Abundance of OSBs, NSBs, IBs, and AGEs measured in male (solid blue, n = 10) and female (orange pattern, n = 10) urine samples analyzed using the method developed in this study. (A) Oxidative stress biomarkers; (B) nitrative stress biomarkers; (C) inflammation biomarkers; and (D) metabolic disorder biomarkers (AGEs). Levels are expressed in μmol mol Cr−1 except those for Alla (denoted *), which are expressed in mmol mol Cr−1
The concentrations of Alla were significantly higher [22] (6300 μmol mol Cr−1) than those of other OSBs. MDA and HNE-MA showed median concentrations of 11.9 and 5.5 μmol mol Cr−1, respectively.
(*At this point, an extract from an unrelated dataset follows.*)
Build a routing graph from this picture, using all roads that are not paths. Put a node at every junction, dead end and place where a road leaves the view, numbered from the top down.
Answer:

Whereas HNE-GHS was found only at trace levels (median below LOQ), its metabolite HNE-MA occurred at concentrations of up to 128 ng mL−1. The two biomarkers of nucleic acid oxidation, 8-NG and 8-NdG, were found at similar median concentrations (0.35 μmol mol Cr−1), while NY was found at a median concentration of 0.14 μmol mol Cr−1. BY and CY levels were similar (0.27 and 0.20 μmol mol Cr−1), whereas the concentrations of AGEs ranged from 2.33 μmol mol Cr−1 for CEL to 4.35 μmol mol Cr−1 for CML (Table 4).
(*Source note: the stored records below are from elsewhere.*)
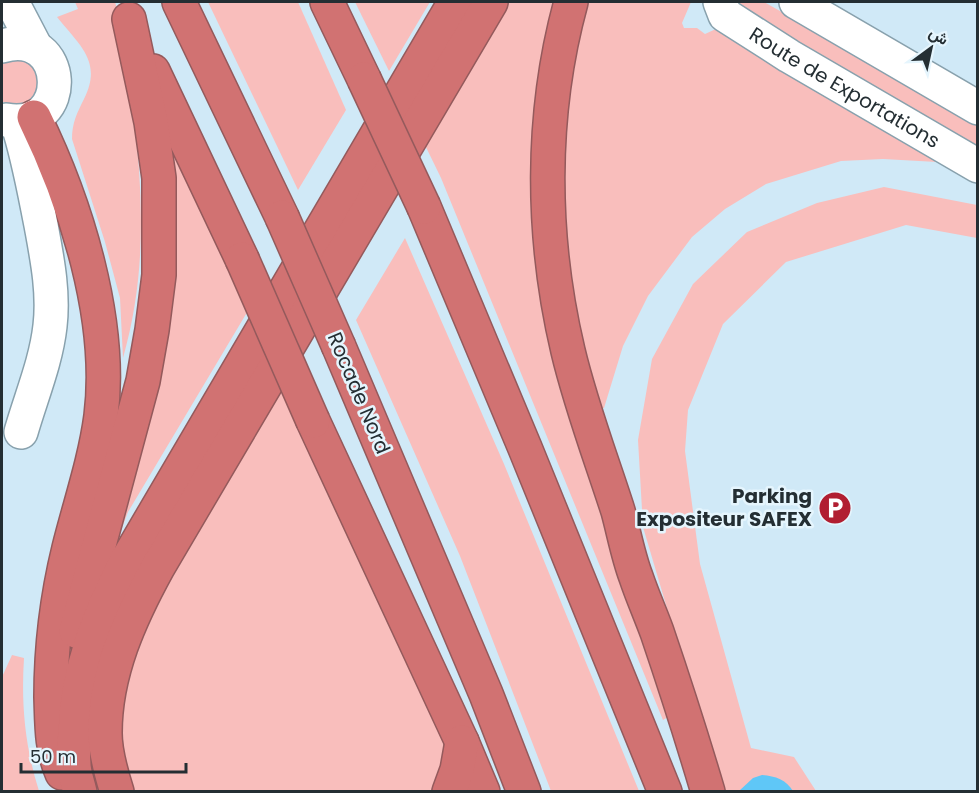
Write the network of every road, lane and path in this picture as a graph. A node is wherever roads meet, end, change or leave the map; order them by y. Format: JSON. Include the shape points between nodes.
{"nodes":[{"id":1,"x":12,"y":2,"type":"edge"},
{"id":2,"x":179,"y":2,"type":"edge"},
{"id":3,"x":327,"y":2,"type":"edge"},
{"id":4,"x":455,"y":2,"type":"edge"},
{"id":5,"x":491,"y":2,"type":"edge"},
{"id":6,"x":571,"y":2,"type":"edge"},
{"id":7,"x":720,"y":2,"type":"edge"},
{"id":8,"x":796,"y":2,"type":"edge"},
{"id":9,"x":124,"y":10,"type":"edge"},
{"id":10,"x":2,"y":46,"type":"edge"},
{"id":11,"x":36,"y":48,"type":"junction"},
{"id":12,"x":978,"y":108,"type":"edge"},
{"id":13,"x":18,"y":119,"type":"edge"},
{"id":14,"x":978,"y":166,"type":"edge"},
{"id":15,"x":21,"y":432,"type":"dead end"},
{"id":16,"x":462,"y":742,"type":"junction"},
{"id":17,"x":77,"y":783,"type":"edge"},
{"id":18,"x":117,"y":792,"type":"edge"},
{"id":19,"x":449,"y":792,"type":"edge"},
{"id":20,"x":483,"y":792,"type":"edge"},
{"id":21,"x":524,"y":792,"type":"edge"},
{"id":22,"x":665,"y":792,"type":"edge"},
{"id":23,"x":708,"y":792,"type":"edge"}],
"edges":[{"from":1,"to":11,"type":"street"},
{"from":2,"to":21,"type":"highway","name":"Rocade Nord","bridge":true,"via":[[339,347]]},
{"from":3,"to":22,"type":"highway","bridge":true,"via":[[424,207]]},
{"from":4,"to":17,"type":"highway","via":[[116,581],[82,668],[76,702]]},
{"from":5,"to":18,"type":"highway","via":[[136,610],[119,650],[106,710],[107,755]]},
{"from":6,"to":23,"type":"highway","via":[[560,48],[548,154],[550,238],[559,308],[586,419]]},
{"from":7,"to":14,"type":"street","name":"Route de Exportations","via":[[725,15],[789,56]]},
{"from":8,"to":12,"type":"street"},
{"from":9,"to":16,"type":"highway","bridge":true},
{"from":9,"to":17,"type":"highway","via":[[151,122],[159,178],[159,274],[143,381],[69,670],[66,704]]},
{"from":10,"to":11,"type":"street","via":[[10,43]]},
{"from":11,"to":13,"type":"street","via":[[54,69],[53,97],[45,109]]},
{"from":13,"to":15,"type":"street","via":[[36,200],[52,304],[47,346]]},
{"from":13,"to":17,"type":"highway","via":[[53,158],[79,232],[103,352],[101,416],[61,586],[52,663],[55,756],[62,772]]},
{"from":16,"to":19,"type":"highway"},
{"from":16,"to":20,"type":"highway"}]}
The concentrations and profiles of individual health-effect biomarkers may be used to elucidate the health status of individuals (Fig. 3). Notably, the distribution pattern of the 19 biomarkers we tested was quite varied among 20 healthy individuals. Further studies should focus on establishing baseline levels and profiles for these biomarkers in a healthy population and assessing what factors affect their concentrations in urine.
Significance of effect biomarkers in disease conditions
Biomarkers of protein damage: diY, NY, CY, and BY
Oxidative stress, nitrative stress, neutrophilia, and eosinophilia can all damage proteins and generate modified tyrosines, namely diY, NY, CY, and BY, respectively. These four compounds have been measured individually using immunoassays and gas chromatography (GC)/LC–MS methods [17, 28, 32]. For example, all four have been previously assessed in diabetic patients [17] and asthmatic individuals [28], and NY, CY, and BY have been measured in urine from pregnant woman to elucidate their association with exposure to estrogenic chemicals [13]. Urinary NY concentrations are associated with BPA exposure [16] (Table 5).
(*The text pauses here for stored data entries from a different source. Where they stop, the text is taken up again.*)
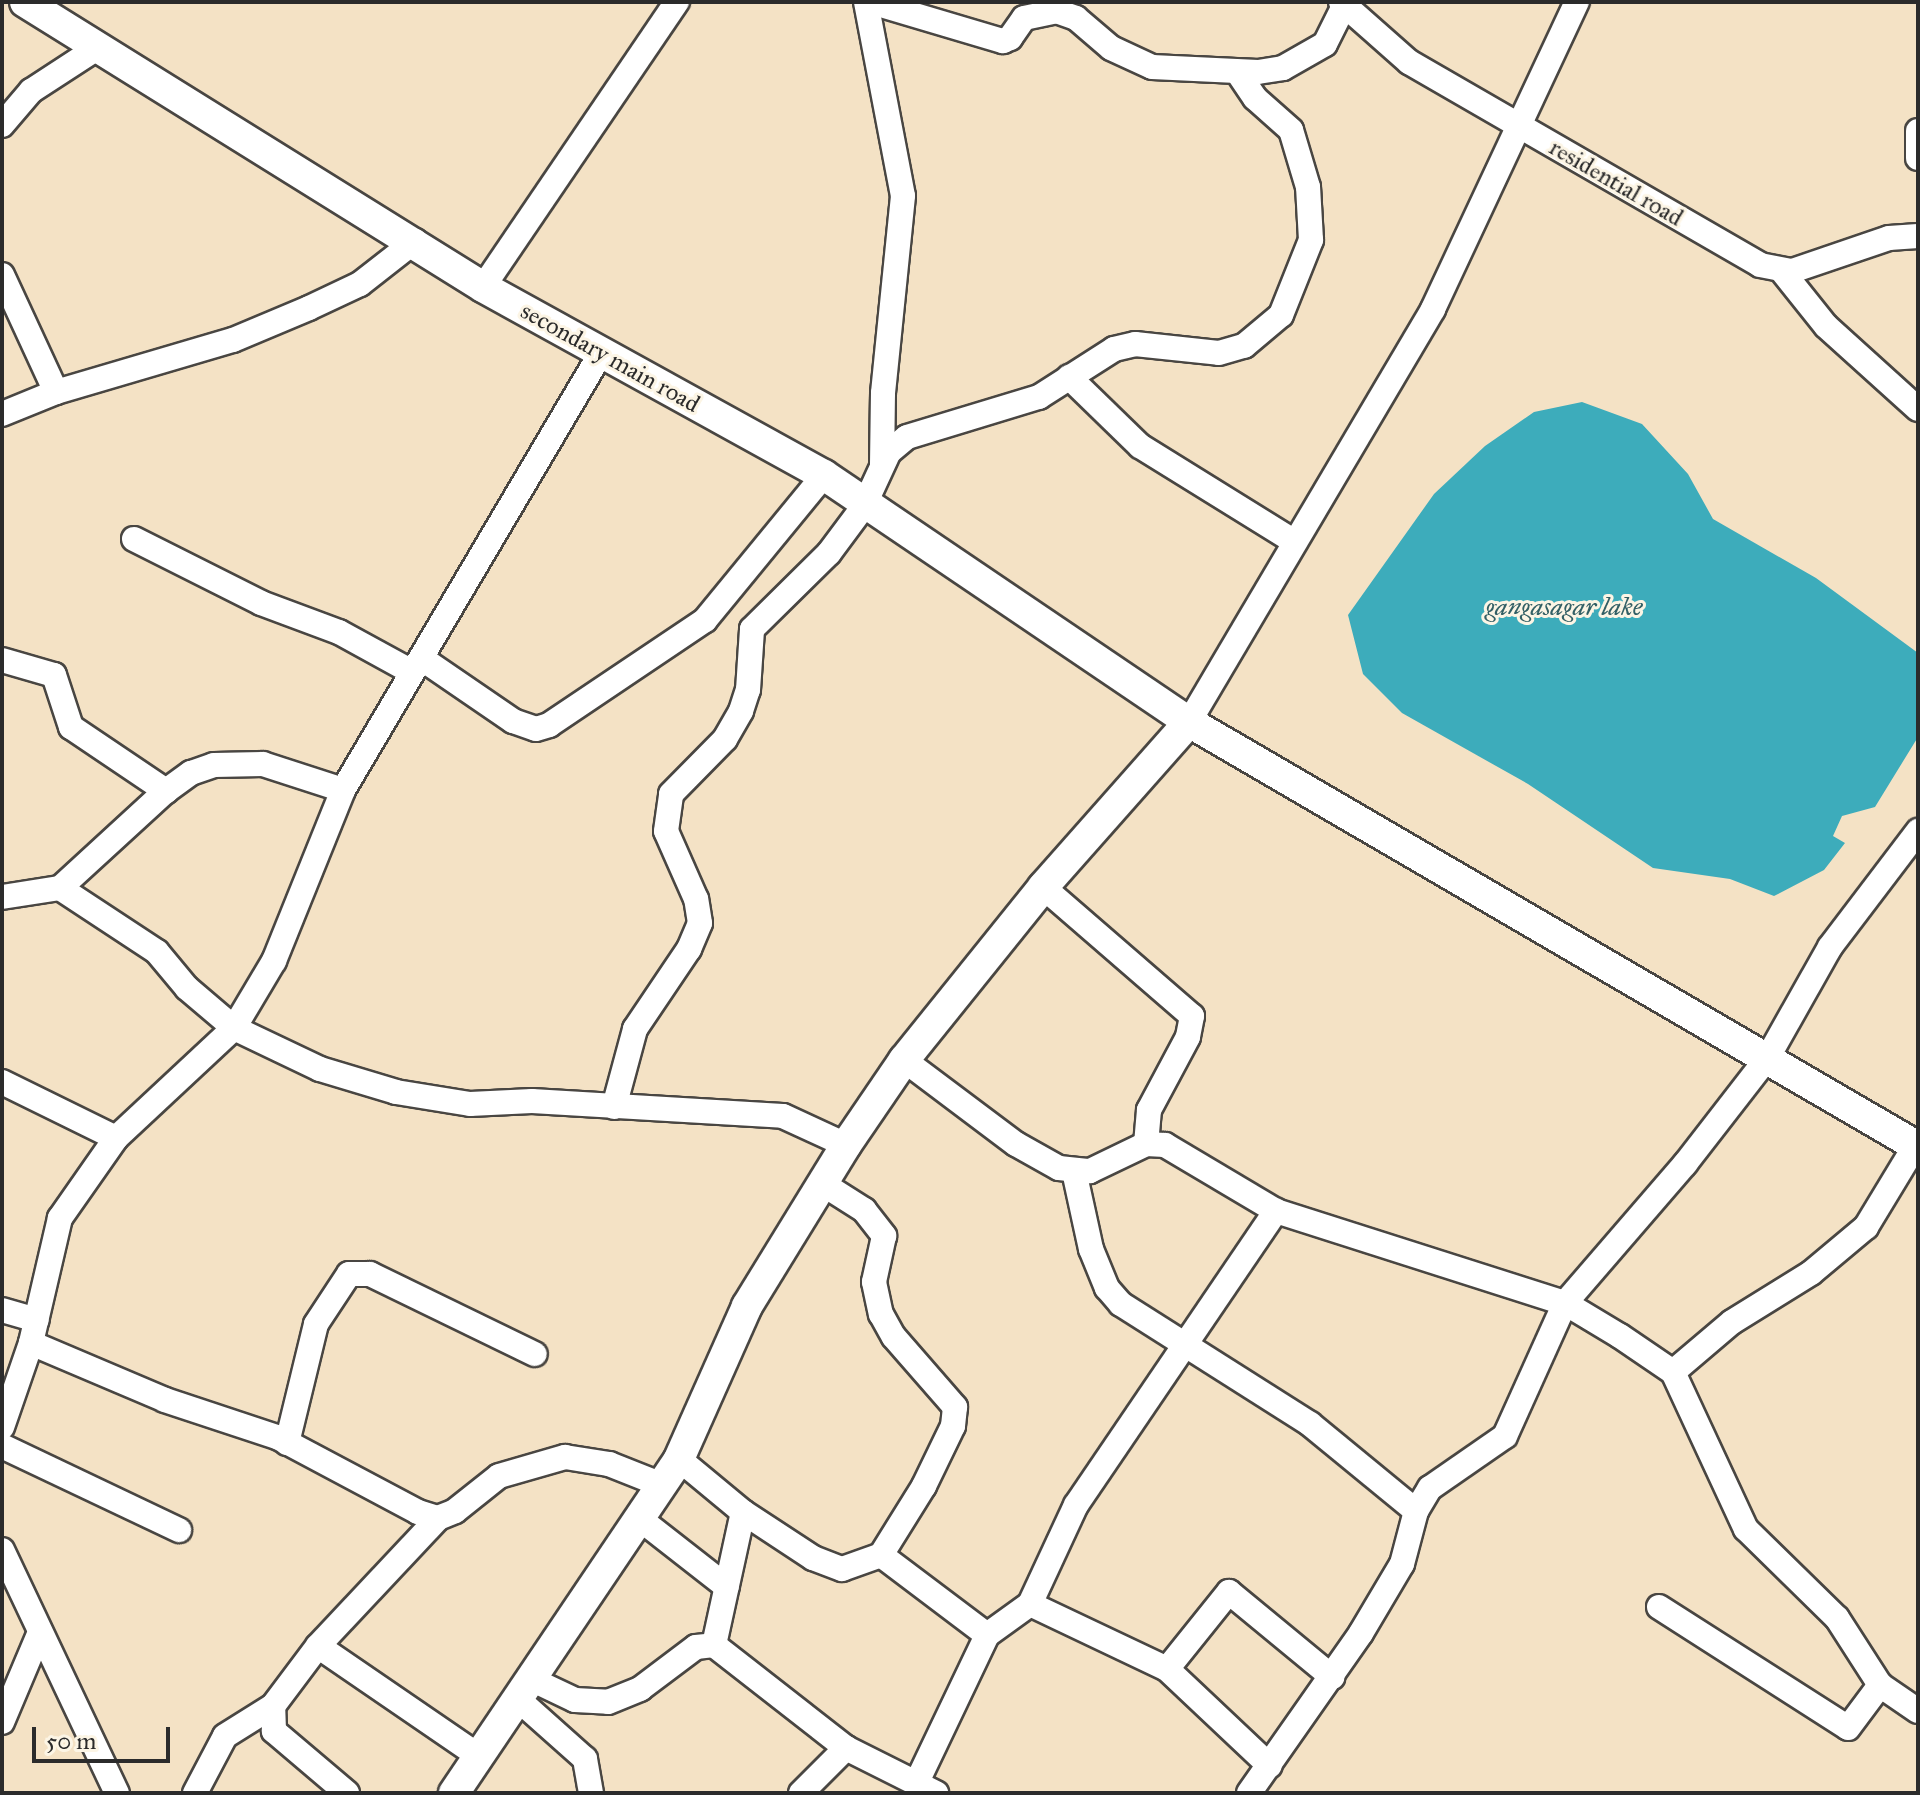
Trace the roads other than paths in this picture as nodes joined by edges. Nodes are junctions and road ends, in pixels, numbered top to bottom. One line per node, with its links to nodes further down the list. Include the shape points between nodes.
1 (25, 2): 6 (main road, secondary main road)
2 (677, 2): 16 (street)
3 (868, 2): 7 (street, via 1006,41 1024,18 1056,11 1076,18 1111,48 1152,67); 22 (street, via 903,196 883,393)
4 (1577, 2): 9 (street)
5 (1344, 3): 7 (street, via 1325,44 1301,60 1283,68); 9 (street, residential road, via 1409,62)
6 (97, 48): 8 (street, via 31,91); 13 (main road, secondary main road)
7 (1237, 71): 18 (street, via 1255,98 1291,130 1308,187 1311,240 1281,315 1244,346 1219,353 1135,344 1114,349)
8 (2, 123)
9 (1518, 127): 14 (street, residential road, via 1739,255); 26 (street, via 1433,309)
10 (1918, 131): 11 (street)
11 (1918, 158)
12 (1918, 236): 14 (street, via 1889,238)
13 (415, 241): 16 (main road, secondary main road); 19 (street, via 360,284 233,340)
14 (1782, 271): 20 (street, via 1826,326)
15 (2, 275): 19 (street)
16 (483, 287): 17 (main road, secondary main road)
17 (601, 353): 23 (main road, secondary main road); 28 (street, via 492,546)
18 (1069, 377): 22 (street, via 1039,397 998,413 907,437); 26 (street, via 1140,446)
19 (56, 392): 21 (street)
20 (1918, 409)
21 (2, 414)
22 (882, 465): 24 (street)
23 (824, 475): 24 (main road, secondary main road); 28 (street, via 705,620 549,725 536,729 513,721)
24 (864, 506): 29 (main road, secondary main road); 40 (street, via 829,553 752,629 748,690 741,711 725,739 671,794 666,831 696,899 700,923 689,949 635,1029)
25 (134, 539): 28 (street, via 261,603)
26 (1295, 542): 29 (street)
27 (2, 660): 31 (street, via 54,675 71,727)
28 (417, 665): 30 (street)
29 (1189, 722): 33 (main road); 37 (main road, secondary main road)
30 (343, 790): 31 (street, via 298,773 235,762 191,773); 36 (street, via 274,961)
31 (166, 791): 34 (street)
32 (1918, 831): 37 (street, via 1830,947)
33 (1043, 887): 38 (main road); 42 (street, via 1192,1016 1188,1037 1149,1110)
34 (60, 888): 35 (street); 36 (street, via 157,952 187,988)
35 (2, 897)
36 (234, 1028): 40 (street, via 294,1059 396,1092 470,1104 532,1101); 41 (street)
37 (1768, 1057): 44 (main road, secondary main road); 48 (street, via 1685,1164)
38 (904, 1060): 43 (main road); 45 (street, via 1016,1144 1043,1161)
39 (2, 1082): 41 (street)
40 (614, 1107): 43 (street, via 783,1116)
41 (116, 1138): 50 (street, via 60,1218)
42 (1146, 1144): 45 (street, via 1111,1163); 47 (street, via 1176,1150)
43 (846, 1145): 46 (main road)
44 (1917, 1147): 53 (street, via 1859,1233 1811,1273 1732,1322)
45 (1074, 1171): 51 (street, via 1091,1249 1107,1288 1121,1304)
46 (823, 1184): 57 (main road, via 747,1306); 65 (street, via 864,1210 884,1236 874,1282 881,1314 894,1337 955,1407 953,1426 924,1486)
47 (1276, 1211): 48 (street); 51 (street)
48 (1565, 1303): 53 (street); 59 (street, via 1505,1436 1492,1450 1438,1478)
49 (2, 1310): 50 (street)
50 (34, 1331): 54 (street); 55 (street, via 165,1400)
51 (1183, 1346): 59 (street, via 1310,1424); 67 (street, via 1076,1505)
52 (535, 1354): 55 (street, via 370,1274 349,1274 316,1324)
53 (1673, 1372): 75 (street, via 1746,1529 1837,1618)
54 (2, 1427)
55 (287, 1443): 61 (street)
56 (2, 1446): 63 (street)
57 (679, 1459): 58 (main road); 60 (street)
58 (662, 1485): 61 (street, via 609,1464 565,1457 499,1476); 62 (main road)
59 (1416, 1511): 74 (street, via 1402,1564)
60 (743, 1512): 65 (street, via 830,1566 842,1569); 66 (street)
61 (438, 1518): 72 (street)
62 (640, 1519): 66 (street); 76 (main road)
63 (179, 1530)
64 (2, 1550): 69 (street)
65 (881, 1555): 70 (street)
66 (727, 1587): 71 (street)
67 (1030, 1604): 70 (street); 73 (street)
68 (1659, 1607): 75 (street, via 1848,1728)
69 (40, 1632): 79 (street); 84 (street, via 99,1745)
70 (987, 1635): 83 (street)
71 (714, 1645): 76 (street, via 696,1647 640,1689 608,1702); 80 (street)
72 (318, 1646): 77 (street); 81 (street)
73 (1167, 1669): 74 (street, via 1229,1592); 82 (street)
74 (1332, 1677): 82 (street)
75 (1880, 1685): 78 (street)
76 (528, 1691): 81 (main road); 88 (street, via 585,1759)
77 (273, 1706): 85 (street, via 225,1736); 86 (street, via 274,1731)
78 (1918, 1711)
79 (2, 1722)
80 (846, 1748): 83 (street); 89 (street)
81 (480, 1757): 87 (main road)
82 (1270, 1766): 90 (street)
83 (926, 1788)
84 (117, 1793)
85 (195, 1793)
86 (347, 1793)
87 (454, 1793)
88 (591, 1793)
89 (801, 1793)
90 (1249, 1793)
DNA and RNA lesion products
Oxidized species of the nucleoside guanosine include 8-OHdG, 8-HG, and 8-NG, which are biomarkers of DNA damage, as well as 8-HdG and 8-NdG, biomarkers of RNA damage. 8-OHdG is the OSB commonly measured in environmental health investigations. Studies have linked exposure to phthalates [14, 33,34,35], BPA [15, 16], organophosphate esters (OPEs) [36], or pesticides [37, 38] with elevated urinary 8-OHdG. Simultaneous determination of 8-OHdG and 8-NG has been used to assess link between oxidative and/or nitrative damage and exposures to per- and polyfluoroalkyl substances [12], phthalates [14], or BPA [15]. Oxidized serum guanine (e.g., 8-OHdG, 8-HG, 8-HdG) has been associated with COVID-19 mortality [39], and elevated serum levels of 8-HG, 8-HdG, or 8-NdG have been linked to mortality associated with traumatic brain injury [18].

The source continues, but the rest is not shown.